Macron: "Wir brauchen keine neuen Gasverbindungen"

Seite 2: Die größte Flüssiggas-Infrastruktur in ganz Europa

Denn auf der iberischen Halbinsel, vor allem in Spanien, findet sich ein Drittel der Regasifizierungskapazität Europas, etwa 30 Prozent davon allein in Spanien.

"Wir besitzen die größte Flüssiggas-Infrastruktur in ganz Europa", erklärte deshalb stolz Ministerpräsident Sánchez. Er bot Deutschland und anderen Ländern an, eben diese Kapazitäten zu nutzen.
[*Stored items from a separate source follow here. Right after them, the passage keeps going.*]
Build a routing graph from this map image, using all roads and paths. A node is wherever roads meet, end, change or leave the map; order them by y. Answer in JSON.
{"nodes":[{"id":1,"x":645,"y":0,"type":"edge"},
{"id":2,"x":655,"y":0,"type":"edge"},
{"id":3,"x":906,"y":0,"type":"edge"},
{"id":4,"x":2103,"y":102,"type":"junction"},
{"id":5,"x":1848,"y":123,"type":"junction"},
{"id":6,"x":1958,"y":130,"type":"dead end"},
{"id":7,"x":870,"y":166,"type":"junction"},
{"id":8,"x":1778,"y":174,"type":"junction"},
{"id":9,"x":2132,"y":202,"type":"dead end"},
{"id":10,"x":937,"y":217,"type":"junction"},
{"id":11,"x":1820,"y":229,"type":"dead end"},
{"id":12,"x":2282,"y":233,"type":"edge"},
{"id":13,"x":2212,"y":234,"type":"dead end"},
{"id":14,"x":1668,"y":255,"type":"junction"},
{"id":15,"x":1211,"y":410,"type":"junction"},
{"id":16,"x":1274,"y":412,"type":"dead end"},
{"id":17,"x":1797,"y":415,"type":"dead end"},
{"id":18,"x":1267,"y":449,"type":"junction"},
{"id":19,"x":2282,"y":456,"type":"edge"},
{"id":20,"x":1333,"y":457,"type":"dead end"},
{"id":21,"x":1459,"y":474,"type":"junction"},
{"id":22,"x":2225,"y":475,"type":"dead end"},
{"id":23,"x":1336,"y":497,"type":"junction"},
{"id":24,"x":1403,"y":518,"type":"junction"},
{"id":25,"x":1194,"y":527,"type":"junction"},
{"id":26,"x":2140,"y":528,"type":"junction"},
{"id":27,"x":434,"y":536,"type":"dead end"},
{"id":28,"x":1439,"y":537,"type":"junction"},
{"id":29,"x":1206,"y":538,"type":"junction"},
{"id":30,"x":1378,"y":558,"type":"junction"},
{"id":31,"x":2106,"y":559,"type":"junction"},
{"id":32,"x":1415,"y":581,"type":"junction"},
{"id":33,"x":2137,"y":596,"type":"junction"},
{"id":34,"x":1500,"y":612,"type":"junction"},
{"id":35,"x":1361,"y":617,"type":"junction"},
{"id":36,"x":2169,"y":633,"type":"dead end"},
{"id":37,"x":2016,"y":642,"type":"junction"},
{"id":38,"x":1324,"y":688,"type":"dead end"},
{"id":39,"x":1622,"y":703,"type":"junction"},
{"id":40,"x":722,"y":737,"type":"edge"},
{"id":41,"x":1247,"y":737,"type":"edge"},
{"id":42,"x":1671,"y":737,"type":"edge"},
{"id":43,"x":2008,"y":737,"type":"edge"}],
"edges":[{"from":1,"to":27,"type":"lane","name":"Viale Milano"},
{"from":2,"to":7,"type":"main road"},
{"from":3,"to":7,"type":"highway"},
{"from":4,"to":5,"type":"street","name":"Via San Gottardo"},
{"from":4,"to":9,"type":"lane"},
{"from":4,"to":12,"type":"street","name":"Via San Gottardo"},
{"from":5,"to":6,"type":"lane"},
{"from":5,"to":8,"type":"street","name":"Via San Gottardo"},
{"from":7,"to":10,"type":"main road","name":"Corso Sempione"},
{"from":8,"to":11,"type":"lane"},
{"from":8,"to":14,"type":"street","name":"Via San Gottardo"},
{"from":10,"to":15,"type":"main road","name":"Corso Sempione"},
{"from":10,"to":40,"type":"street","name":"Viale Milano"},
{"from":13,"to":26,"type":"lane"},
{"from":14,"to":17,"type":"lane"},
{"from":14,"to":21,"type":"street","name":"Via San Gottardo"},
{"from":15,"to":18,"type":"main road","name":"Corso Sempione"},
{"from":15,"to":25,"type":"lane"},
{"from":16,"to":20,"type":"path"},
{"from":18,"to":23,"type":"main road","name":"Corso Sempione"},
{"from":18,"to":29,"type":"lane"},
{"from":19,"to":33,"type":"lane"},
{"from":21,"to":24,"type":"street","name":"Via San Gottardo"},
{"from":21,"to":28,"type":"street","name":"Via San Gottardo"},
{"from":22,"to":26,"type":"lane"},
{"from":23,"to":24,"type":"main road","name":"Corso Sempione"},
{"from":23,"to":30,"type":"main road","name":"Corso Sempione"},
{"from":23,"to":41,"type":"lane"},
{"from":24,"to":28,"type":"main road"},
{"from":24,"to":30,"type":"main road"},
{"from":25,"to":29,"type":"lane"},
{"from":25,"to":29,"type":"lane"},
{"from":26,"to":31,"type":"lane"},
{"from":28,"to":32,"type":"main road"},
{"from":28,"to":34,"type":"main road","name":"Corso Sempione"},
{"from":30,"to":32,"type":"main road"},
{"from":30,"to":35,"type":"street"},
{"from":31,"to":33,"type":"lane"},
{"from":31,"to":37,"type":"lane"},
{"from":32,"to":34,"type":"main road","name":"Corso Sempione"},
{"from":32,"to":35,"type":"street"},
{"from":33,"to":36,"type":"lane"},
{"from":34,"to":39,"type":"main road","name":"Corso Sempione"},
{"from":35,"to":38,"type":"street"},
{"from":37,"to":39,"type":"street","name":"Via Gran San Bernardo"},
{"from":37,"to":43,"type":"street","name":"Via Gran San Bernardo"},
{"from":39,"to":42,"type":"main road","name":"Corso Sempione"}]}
Denn die spanischen Anlagen sind alles andere als ausgelastet. Er bot also die Möglichkeit an, Flüssiggas per Schiff hier anzulanden, um es in das europäische Gasnetz einzuspeisen. Das kann aber, weil es bisher nur zwei kleine Pipelines durch das Baskenland gibt, in großer Menge nicht über die Pyrenäen fließen.

Angelandet wird in Spanien derzeit allerdings besonders viel und umweltschädliches LNG-Frackinggas aus den USA. Das ist sogar noch klimaschädlicher als Kohle ist, weil viel Methan freigesetzt wird, das 120 Mal schädlicher als Co2 ist. Das sollte für Grüne eigentlich eine No-Go-Zone sein, aber da Habeck nun auch beim Atomausstieg umfällt, wundert einen das auch nicht.
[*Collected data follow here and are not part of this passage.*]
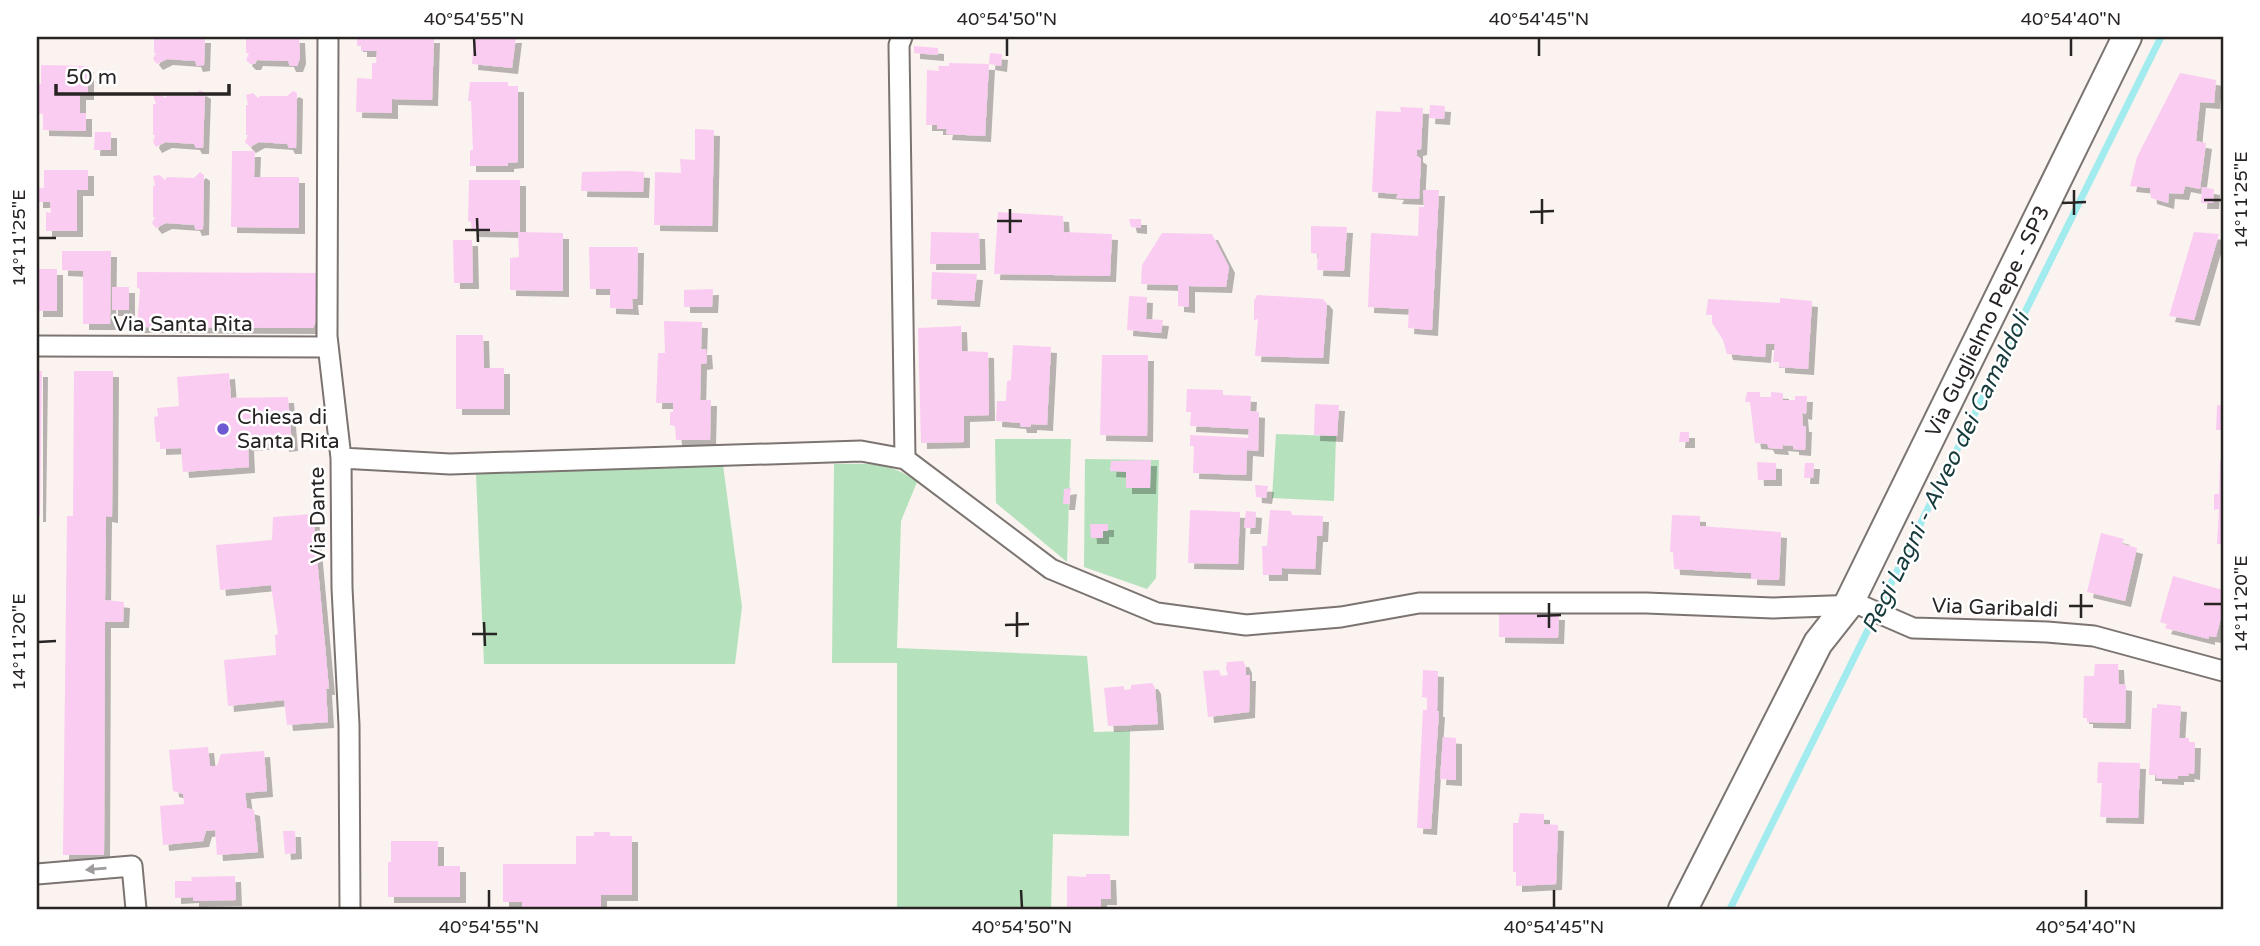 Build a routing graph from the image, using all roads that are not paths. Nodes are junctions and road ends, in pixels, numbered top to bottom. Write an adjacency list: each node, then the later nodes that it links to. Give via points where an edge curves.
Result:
1 (328, 37): 5 (street, Via Dante)
2 (902, 37): 7 (street)
3 (2127, 37): 8 (street, Via Guglielmo Pepe - SP3)
4 (37, 346): 5 (street, Via Santa Rita)
5 (328, 347): 6 (street, Via Dante)
6 (341, 458): 7 (street, via 450,464 861,451); 12 (street, Via Dante)
7 (905, 459): 8 (street, via 1051,569 1157,613 1246,625 1341,617 1419,603)
8 (1854, 605): 9 (street, Via Garibaldi, via 1913,628 2094,636); 13 (street, Via Guglielmo Pepe - SP3, via 1818,643)
9 (2223, 671)
10 (37, 874): 11 (street, one-way to 10, via 132,866)
11 (136, 909)
12 (350, 909)
13 (1683, 909)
Vor Augen halten sollte man sich auch, dass Flüssiggas-Lieferungen über Tanker eine begrenzte Kapazität haben. Dazu dauert die Entladung lange. Für die Entladung eines LNG-Frachters und die Regasifizierung braucht es etwa zwei Wochen. Das ist dann gerade einmal der deutsche Gasbedarf für einen Tag.

Eigentlich würde auch die MidCat-Pipeline nur einen Sinn machen, auch das aber bestenfalls erst in drei Jahren, wenn wieder viel Gas aus Algerien über die zwei bestehenden Pipelines aus Algerien nach Spanien fließt. Doch Spanien hat es sich, mit Unterstützung der grünen Baerbock aus Berlin, mit dem einst größten Gaslieferanten verscherzt.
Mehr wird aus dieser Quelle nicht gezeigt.